7.64 Consideration should be given to revising Practice Direction No 17 to address the concerns above. Among other things, the Practice Direction should make clear that conferencing should only be used in accordance with s 7(a) of the YOA, that is, where it is the least restrictive form of sanction in the circumstances.
7.65 The Commission notes that the report of the Attorney General’s review of the YOA recommended that the Act be amended to create a statutory presumption that bail be dispensed with when a matter is referred to conference, although retaining a court discretion to impose unconditional bail in special circumstances.123 We recommend in Chapter 10 that the Bail Act 1978 (NSW) be amended to provide that a court should generally exercise a discretion to dispense with bail where it has referred a young person to a youth justice conference.124
Respected community members
7.66 Much of the ethos of the YOA stems from theories of restorative justice, in which crime is seen not in the abstract as an act against the state or a violation of law, but in a much more direct way as an act against another person and the community. The involvement in the conferencing process of a person who is personally important to the young offender is a crucial part of the link between offender and community.
7.67 In many instances, the presence of a respected community member forms a vital part of conferencing, especially where a parent of the young person is unavailable. It reinforces the “positive shaming” aspect of the process. The inability of a community member to attend due to cost potentially weakens the impact of conferencing upon the offender. However, the obverse of this issue is the concern expressed to the Commission that payment by the state to the community member weakens that very community ownership on which the process relies.125
7.68 Furthermore, the YJCD considers that the views of Kelly and Oxley do not generally represent those of any of the five Aboriginal YJCD conference administrators. These administrators are strongly of the view, based on their experiences over the last six years, that to pay Aboriginal “elders” to attend youth justice conferences in the way Kelly and Oxley suggest would be counter-productive and perhaps create a “conferencing industry” for certain Aboriginal people. Their strong view, which is YJCD practice, is to ensure that out-of-pocket expenses are paid to any people who attend and participate in a youth justice conference but would be unable to do so without some financial help.
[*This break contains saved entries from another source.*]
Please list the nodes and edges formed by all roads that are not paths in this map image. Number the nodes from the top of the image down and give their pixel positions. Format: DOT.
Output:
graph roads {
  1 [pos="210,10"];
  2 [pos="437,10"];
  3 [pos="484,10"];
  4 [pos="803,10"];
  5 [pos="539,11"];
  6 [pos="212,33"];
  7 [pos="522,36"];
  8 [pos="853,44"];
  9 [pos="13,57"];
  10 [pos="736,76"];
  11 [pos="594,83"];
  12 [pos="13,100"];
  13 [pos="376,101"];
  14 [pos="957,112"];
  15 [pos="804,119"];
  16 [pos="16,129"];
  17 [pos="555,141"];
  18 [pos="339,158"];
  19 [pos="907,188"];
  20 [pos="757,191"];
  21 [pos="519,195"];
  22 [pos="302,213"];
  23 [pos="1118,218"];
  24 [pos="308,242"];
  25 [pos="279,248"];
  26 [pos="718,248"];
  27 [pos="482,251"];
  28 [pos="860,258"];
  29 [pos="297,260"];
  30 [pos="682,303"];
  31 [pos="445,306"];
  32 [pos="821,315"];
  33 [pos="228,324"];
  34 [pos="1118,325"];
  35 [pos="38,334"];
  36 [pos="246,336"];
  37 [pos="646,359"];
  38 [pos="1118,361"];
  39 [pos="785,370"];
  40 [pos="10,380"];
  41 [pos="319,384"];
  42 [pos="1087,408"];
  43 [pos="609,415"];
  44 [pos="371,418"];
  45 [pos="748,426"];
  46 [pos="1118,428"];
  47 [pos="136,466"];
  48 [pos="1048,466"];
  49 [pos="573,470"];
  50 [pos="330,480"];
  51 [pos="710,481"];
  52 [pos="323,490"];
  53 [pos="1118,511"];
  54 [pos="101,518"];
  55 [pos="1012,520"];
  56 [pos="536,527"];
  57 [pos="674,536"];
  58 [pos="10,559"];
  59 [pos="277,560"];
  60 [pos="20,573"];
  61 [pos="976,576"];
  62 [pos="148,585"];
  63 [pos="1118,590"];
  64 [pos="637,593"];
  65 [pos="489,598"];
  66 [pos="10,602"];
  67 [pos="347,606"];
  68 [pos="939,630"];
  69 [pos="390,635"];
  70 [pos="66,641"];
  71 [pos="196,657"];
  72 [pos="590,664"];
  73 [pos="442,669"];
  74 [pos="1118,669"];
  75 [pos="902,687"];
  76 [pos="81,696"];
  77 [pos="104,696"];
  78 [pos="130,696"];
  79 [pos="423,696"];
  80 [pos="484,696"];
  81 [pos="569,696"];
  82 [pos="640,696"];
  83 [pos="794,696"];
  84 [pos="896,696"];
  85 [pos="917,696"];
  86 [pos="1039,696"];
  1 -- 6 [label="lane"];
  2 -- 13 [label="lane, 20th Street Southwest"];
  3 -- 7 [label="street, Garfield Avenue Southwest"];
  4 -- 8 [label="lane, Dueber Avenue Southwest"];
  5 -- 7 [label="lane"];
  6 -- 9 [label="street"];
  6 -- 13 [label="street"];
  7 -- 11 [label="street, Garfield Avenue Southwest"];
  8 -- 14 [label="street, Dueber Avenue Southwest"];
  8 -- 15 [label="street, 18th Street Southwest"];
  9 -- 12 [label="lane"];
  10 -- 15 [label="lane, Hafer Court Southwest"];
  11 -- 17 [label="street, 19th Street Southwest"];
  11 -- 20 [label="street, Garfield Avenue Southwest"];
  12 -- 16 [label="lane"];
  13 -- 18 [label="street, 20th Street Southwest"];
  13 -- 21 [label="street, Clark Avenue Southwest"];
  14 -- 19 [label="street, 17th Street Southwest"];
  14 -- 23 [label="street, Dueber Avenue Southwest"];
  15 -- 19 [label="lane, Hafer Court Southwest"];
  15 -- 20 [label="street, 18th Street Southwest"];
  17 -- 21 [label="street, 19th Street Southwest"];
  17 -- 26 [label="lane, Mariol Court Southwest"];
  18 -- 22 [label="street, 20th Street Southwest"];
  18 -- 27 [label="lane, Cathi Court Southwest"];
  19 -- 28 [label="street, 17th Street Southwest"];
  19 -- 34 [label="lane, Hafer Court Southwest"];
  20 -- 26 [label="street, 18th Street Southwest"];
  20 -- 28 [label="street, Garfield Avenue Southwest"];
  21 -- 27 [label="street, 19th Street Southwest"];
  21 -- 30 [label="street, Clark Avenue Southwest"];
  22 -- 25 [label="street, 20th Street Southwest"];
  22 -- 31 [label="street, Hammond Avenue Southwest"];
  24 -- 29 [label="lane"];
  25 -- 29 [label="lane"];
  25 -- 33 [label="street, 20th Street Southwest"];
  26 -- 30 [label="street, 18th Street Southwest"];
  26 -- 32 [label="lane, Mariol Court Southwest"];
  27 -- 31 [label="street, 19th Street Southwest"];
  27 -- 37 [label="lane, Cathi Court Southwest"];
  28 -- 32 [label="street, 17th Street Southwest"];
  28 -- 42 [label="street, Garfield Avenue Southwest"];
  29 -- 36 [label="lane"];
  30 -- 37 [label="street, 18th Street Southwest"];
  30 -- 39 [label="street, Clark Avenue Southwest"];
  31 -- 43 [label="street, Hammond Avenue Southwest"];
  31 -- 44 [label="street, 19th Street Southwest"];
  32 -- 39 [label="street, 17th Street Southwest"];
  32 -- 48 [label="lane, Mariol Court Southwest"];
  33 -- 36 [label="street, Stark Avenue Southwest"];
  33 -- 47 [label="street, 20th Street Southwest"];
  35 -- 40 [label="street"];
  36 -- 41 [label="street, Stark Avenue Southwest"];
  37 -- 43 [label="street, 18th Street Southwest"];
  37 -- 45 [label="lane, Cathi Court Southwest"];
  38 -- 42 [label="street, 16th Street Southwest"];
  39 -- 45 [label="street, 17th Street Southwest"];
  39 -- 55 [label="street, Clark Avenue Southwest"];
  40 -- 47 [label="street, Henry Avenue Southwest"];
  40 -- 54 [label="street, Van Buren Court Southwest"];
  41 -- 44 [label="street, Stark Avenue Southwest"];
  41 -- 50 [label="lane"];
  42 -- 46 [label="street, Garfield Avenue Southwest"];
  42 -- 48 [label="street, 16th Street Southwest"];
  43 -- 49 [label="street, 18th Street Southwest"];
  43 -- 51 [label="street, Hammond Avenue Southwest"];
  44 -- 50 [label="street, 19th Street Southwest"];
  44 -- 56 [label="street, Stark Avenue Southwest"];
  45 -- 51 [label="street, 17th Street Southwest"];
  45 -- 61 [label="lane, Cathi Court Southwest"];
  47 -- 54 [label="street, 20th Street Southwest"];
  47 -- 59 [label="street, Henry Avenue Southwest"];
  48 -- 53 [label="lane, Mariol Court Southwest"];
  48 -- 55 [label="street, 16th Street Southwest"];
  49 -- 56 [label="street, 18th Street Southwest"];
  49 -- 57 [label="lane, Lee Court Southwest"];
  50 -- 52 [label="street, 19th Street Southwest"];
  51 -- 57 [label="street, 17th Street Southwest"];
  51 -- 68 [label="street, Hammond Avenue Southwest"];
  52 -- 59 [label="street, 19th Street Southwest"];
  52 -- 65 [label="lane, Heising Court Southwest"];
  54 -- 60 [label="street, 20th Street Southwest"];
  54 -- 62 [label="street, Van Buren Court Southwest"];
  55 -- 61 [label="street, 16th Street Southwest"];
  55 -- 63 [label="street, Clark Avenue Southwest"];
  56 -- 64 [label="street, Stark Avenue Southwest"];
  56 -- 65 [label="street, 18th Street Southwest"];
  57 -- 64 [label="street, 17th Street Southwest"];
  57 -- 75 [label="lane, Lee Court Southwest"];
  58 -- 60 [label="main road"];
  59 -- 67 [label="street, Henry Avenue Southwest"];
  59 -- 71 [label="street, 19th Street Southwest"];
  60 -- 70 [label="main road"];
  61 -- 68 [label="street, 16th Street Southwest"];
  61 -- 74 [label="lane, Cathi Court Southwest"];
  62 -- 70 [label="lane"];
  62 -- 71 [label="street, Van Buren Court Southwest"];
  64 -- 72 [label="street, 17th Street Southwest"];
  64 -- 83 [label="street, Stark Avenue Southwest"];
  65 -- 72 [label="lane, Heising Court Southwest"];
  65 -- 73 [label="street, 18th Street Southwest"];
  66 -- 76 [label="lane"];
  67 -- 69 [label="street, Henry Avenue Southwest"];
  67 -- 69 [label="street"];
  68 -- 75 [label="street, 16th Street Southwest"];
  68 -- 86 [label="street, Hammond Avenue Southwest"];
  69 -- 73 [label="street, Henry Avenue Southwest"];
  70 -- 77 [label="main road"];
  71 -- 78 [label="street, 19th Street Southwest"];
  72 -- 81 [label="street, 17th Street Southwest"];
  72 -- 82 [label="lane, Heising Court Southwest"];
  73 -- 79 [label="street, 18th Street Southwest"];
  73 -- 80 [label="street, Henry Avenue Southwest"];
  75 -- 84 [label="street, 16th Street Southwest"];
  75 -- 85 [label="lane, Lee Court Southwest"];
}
YJCD also offers to provide financial support to community members who assume responsibilities for helping young offenders undertake their outcome plan tasks in appropriate cases.126
7.69 The Commission acknowledges that the contribution of a community member is valuable, significant and can be extensive, and that he or she ought not to be out of pocket for attending a conference and assisting in achieving successful completion of an outcome plan. Accordingly, we support the direction given to conference convenor’s by the YJCD that respected community members attending youth justice conferences receive re-imbursement for verifiable expenses associated with the conferencing process and the implementation of the outcome plan. We see no need or justification to recommend more than this.
Court outcomes after successful completion of an outcome plan
7.70 Pursuant to s 33(1)(a) of the CCPA, if the Children’s Court finds a person guilty of an offence to which Division 4 - Penalties applies, it may, among other things, make an order dismissing the charge. Section 32 provides that Division 4 applies to any offence for which proceedings are being dealt with summarily or in respect of which a person has been remitted to the Children’s Court under s 20 of the YOA.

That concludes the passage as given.